New field, new crops (and green manures)
Last year Trill Farm Garden took on an extra 2.5-acre field neighbouring the original
market garden, but last season only cultivated a portion of it. This year, with the
exception of a patch that will host a long-term green manure, we will be growing veg
on most of the field. The motivations for taking on the field were: to be able to grow
more seed crops, which in some cases require an isolation distance from other crops
of the same species (more on this later); to free up space for more soil-restoring
green manures as part of our crop rotations; and to be able to grow more crops for
the winter veg boxes ourselves, ensuring these arrive with customers at peak
freshness. This year we will be growing many more of our own leeks, squash, corn,
drying beans, shallots, potatoes, cabbages, spring greens, and purple sprouting
broccoli. We’re looking forward to seeing how all these grow in the new ground, and
to experimenting with different green manure mixes sown underneath these crops.
As well as annuals, we will also be growing more perennials in the new field.

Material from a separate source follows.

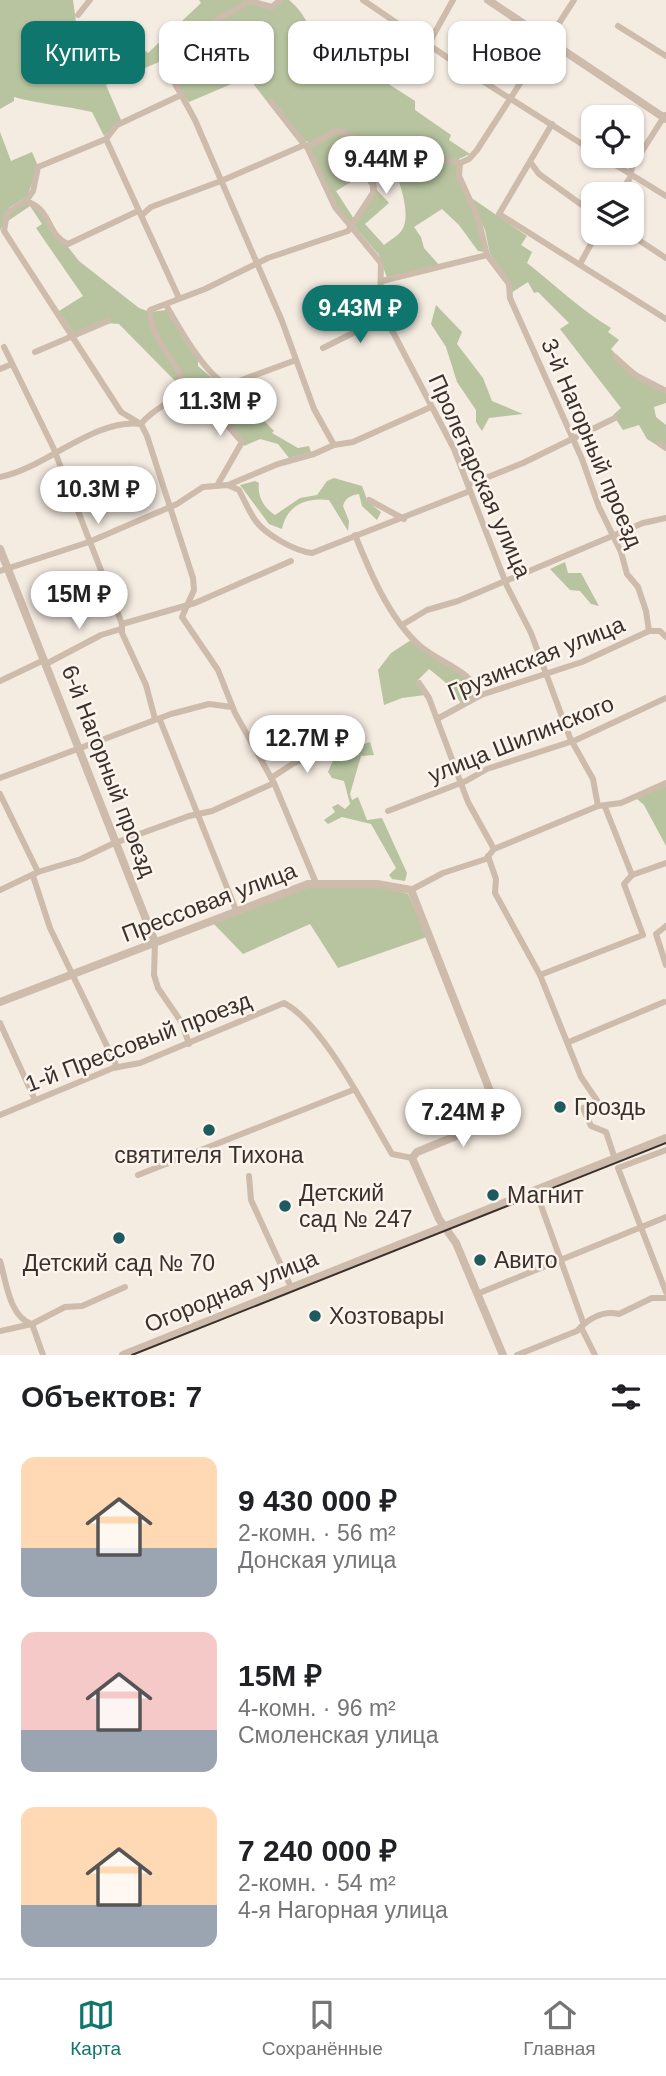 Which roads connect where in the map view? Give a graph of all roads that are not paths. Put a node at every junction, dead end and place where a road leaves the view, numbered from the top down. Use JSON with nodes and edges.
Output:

Perennial crops allow us to grow food without disturbing the soil as often, keeping
living roots in the ground all year round and providing habitat for overwintering
insects. Since perennial crops stay in the ground for longer, they can establish
bigger root systems that have more interaction with fungal networks and microbes in the soil, allowing them to access more nutrients from the soil. This may account for the reportedly higher average nutrient density of perennial crops compared to annual (Toensmeier, 2020). Because perennials already have an established root system, some can also crop earlier than annual vegetables in the spring, providing food in the UK’s ‘hungry gap’. On top of all this, many perennial crops are delicious! We are starting off by growing lots more rhubarb, winter savory, oregano, different types of mint, sage and thyme, lovage, garlic chives, and Jerusalem artichokes.
Lots more seed crops
At Trill Farm Garden we have been experimenting with saving our own seed, as well
as growing seed crops commercially for Real Seed Catalogue and Vital Seeds, for
years. This is fueled by a desire to claw back seed sovereignty* in the UK, and to
improve the availability and diversity of good quality organic seed for farmers and
home growers alike. UK-grown seed is also likely to produce plants that are better
adapted to our climate here. Last year we grew 9 seed crops, this year with more
space and continued motivation we are growing nearly triple that! Each time we grow a new seed crop, it is an exciting opportunity to observe and nurture a plant’s growth right through its life cycle rather than just to the edible vegetative stage.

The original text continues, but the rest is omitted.